◆ **PROMPT**
Every entry below should come back unchanged, except that the pictures are dropped.

◆ **RAW DATA**
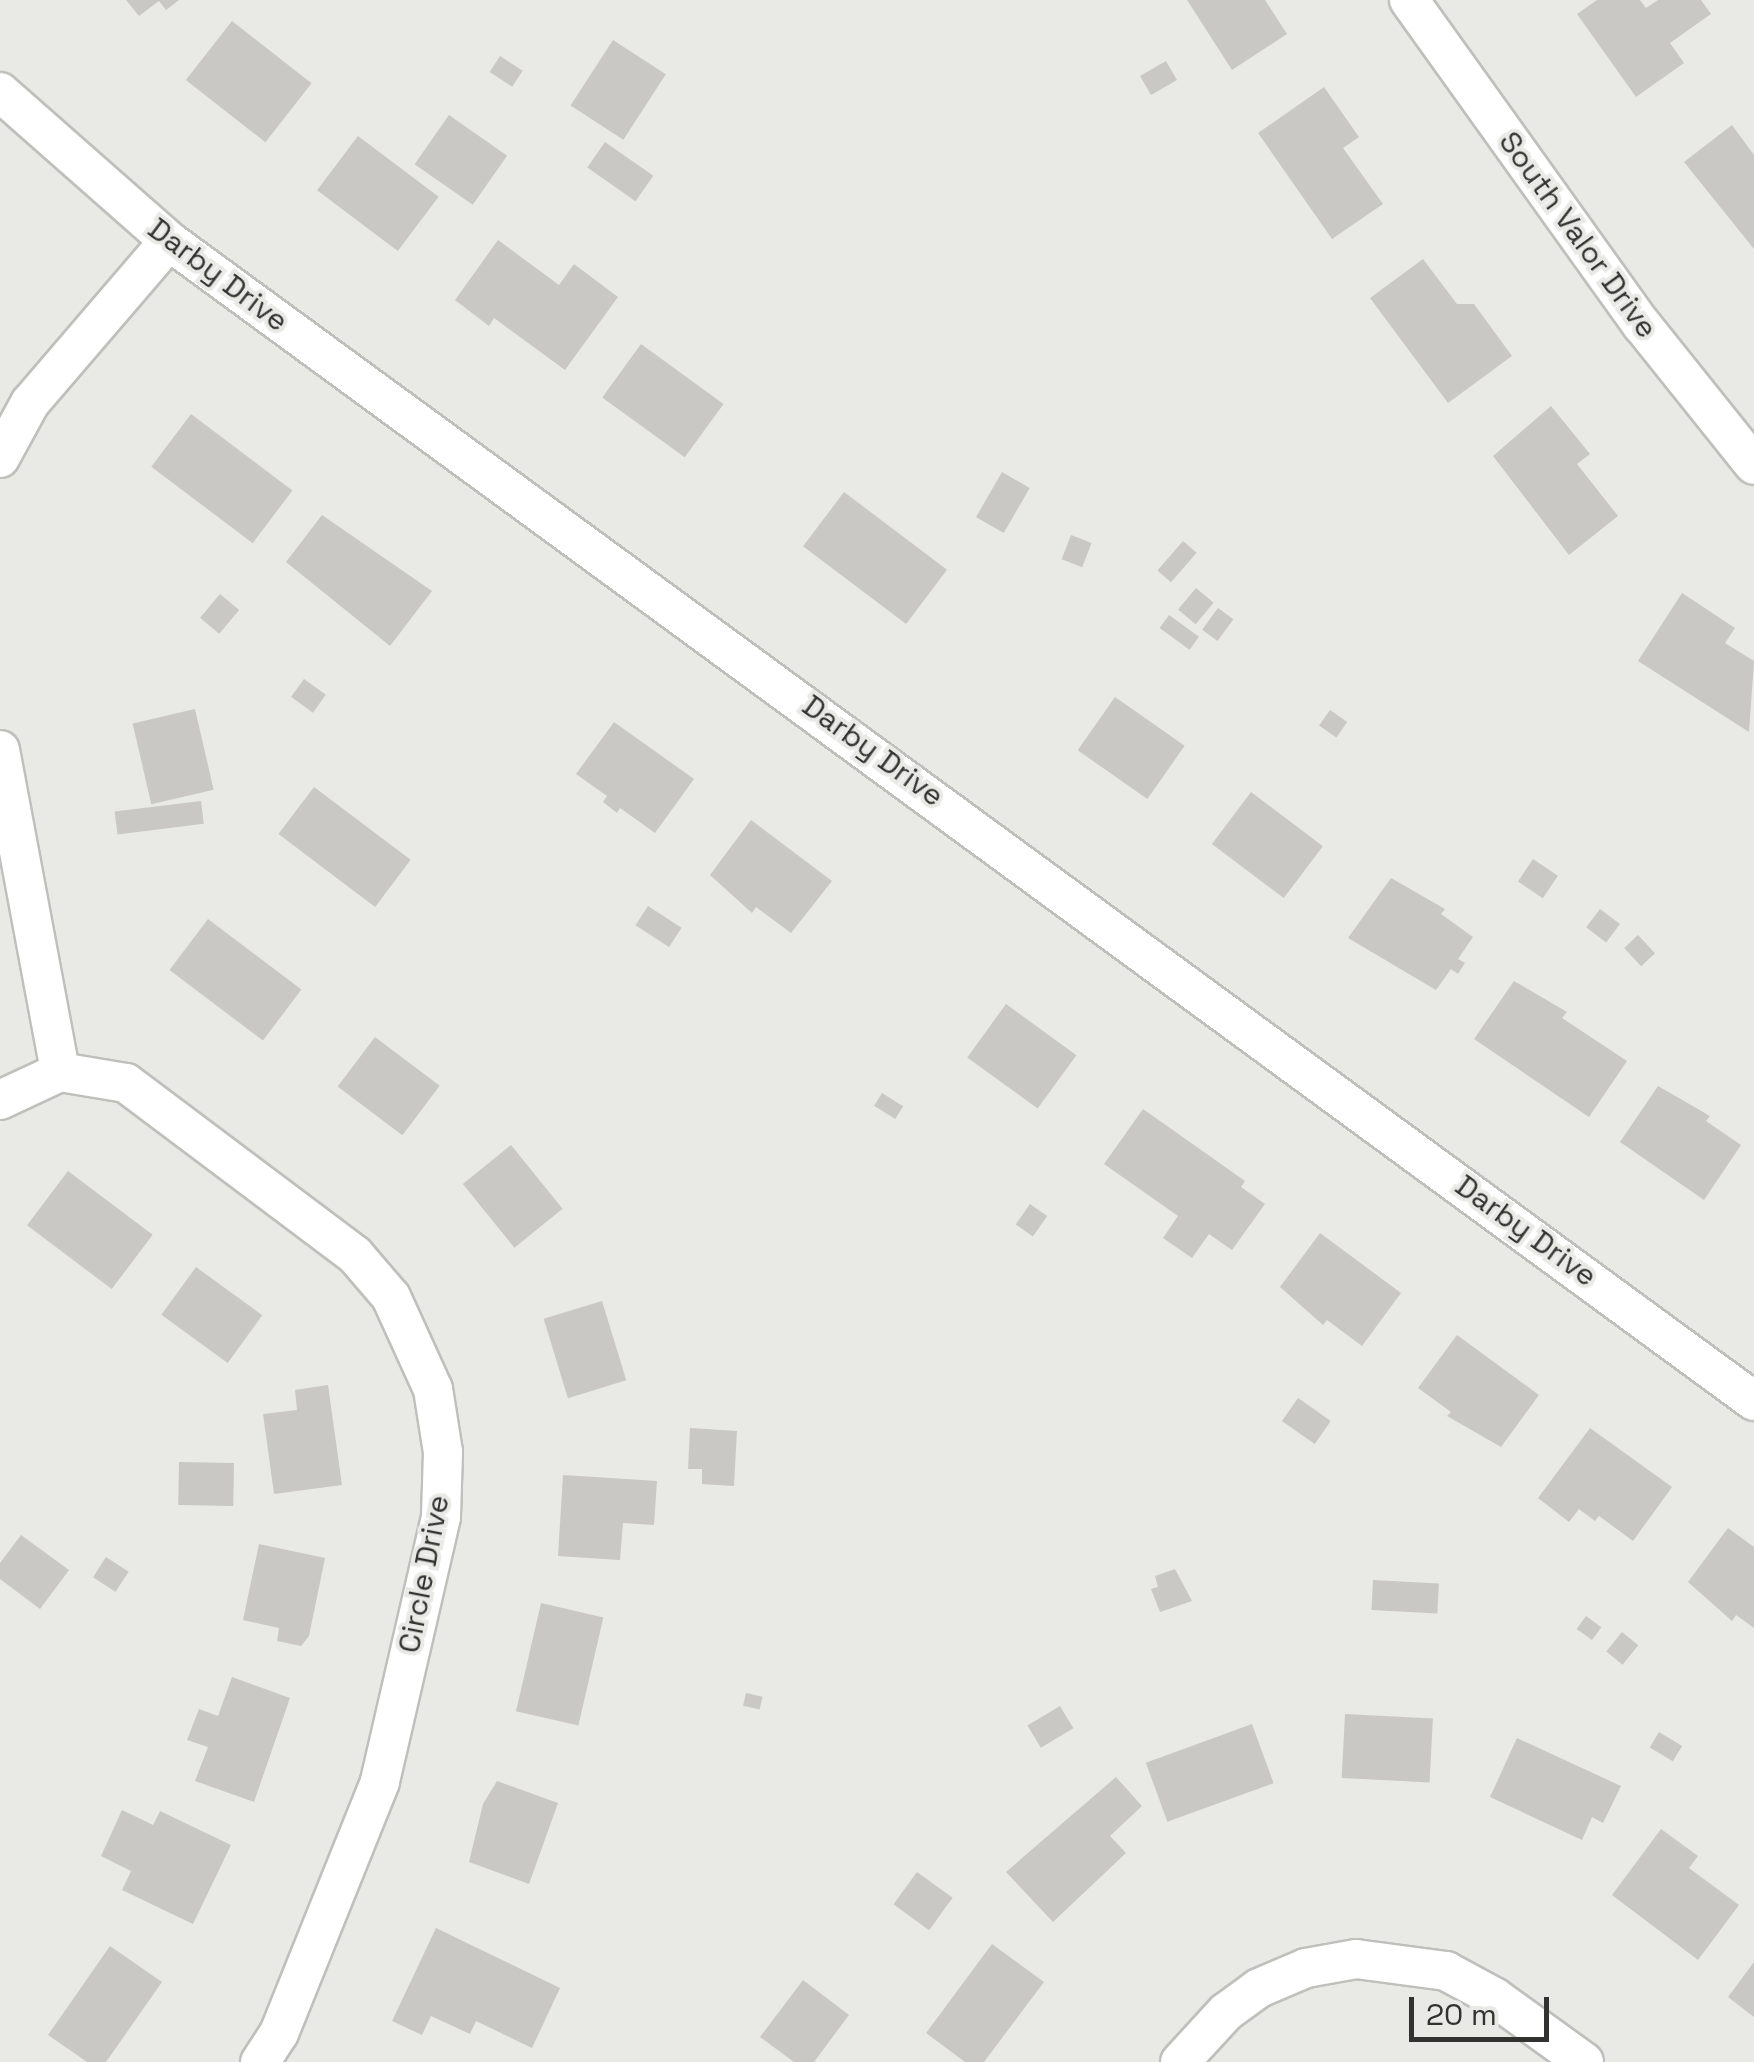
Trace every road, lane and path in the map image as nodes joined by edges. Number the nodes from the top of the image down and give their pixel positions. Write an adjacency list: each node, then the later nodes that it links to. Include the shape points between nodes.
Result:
1 (1409, 0): 5 (street, South Valor Drive, via 1642,325)
2 (0, 92): 3 (street, Darby Drive)
3 (169, 242): 4 (street, via 30,403); 9 (street, Darby Drive)
4 (0, 458)
5 (1754, 466)
6 (0, 750): 7 (street)
7 (60, 1072): 8 (street); 10 (street, Circle Drive, via 126,1083 355,1255 391,1296 432,1389 443,1452 441,1517 380,1782)
8 (0, 1100)
9 (1754, 1400)
10 (275, 2057)
11 (1180, 2062): 12 (street, via 1226,2012 1259,1988 1306,1968 1356,1959 1446,1972 1494,1996)
12 (1584, 2062)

◆ **ANSWER TO THIS TASK**
Trace every road, lane and path in the map image as nodes joined by edges. Number the nodes from the top of the image down and give their pixel positions. Write an adjacency list: each node, then the later nodes that it links to. Include the shape points between nodes.
Result:
1 (1409, 0): 5 (street, South Valor Drive, via 1642,325)
2 (0, 92): 3 (street, Darby Drive)
3 (169, 242): 4 (street, via 30,403); 9 (street, Darby Drive)
4 (0, 458)
5 (1754, 466)
6 (0, 750): 7 (street)
7 (60, 1072): 8 (street); 10 (street, Circle Drive, via 126,1083 355,1255 391,1296 432,1389 443,1452 441,1517 380,1782)
8 (0, 1100)
9 (1754, 1400)
10 (275, 2057)
11 (1180, 2062): 12 (street, via 1226,2012 1259,1988 1306,1968 1356,1959 1446,1972 1494,1996)
12 (1584, 2062)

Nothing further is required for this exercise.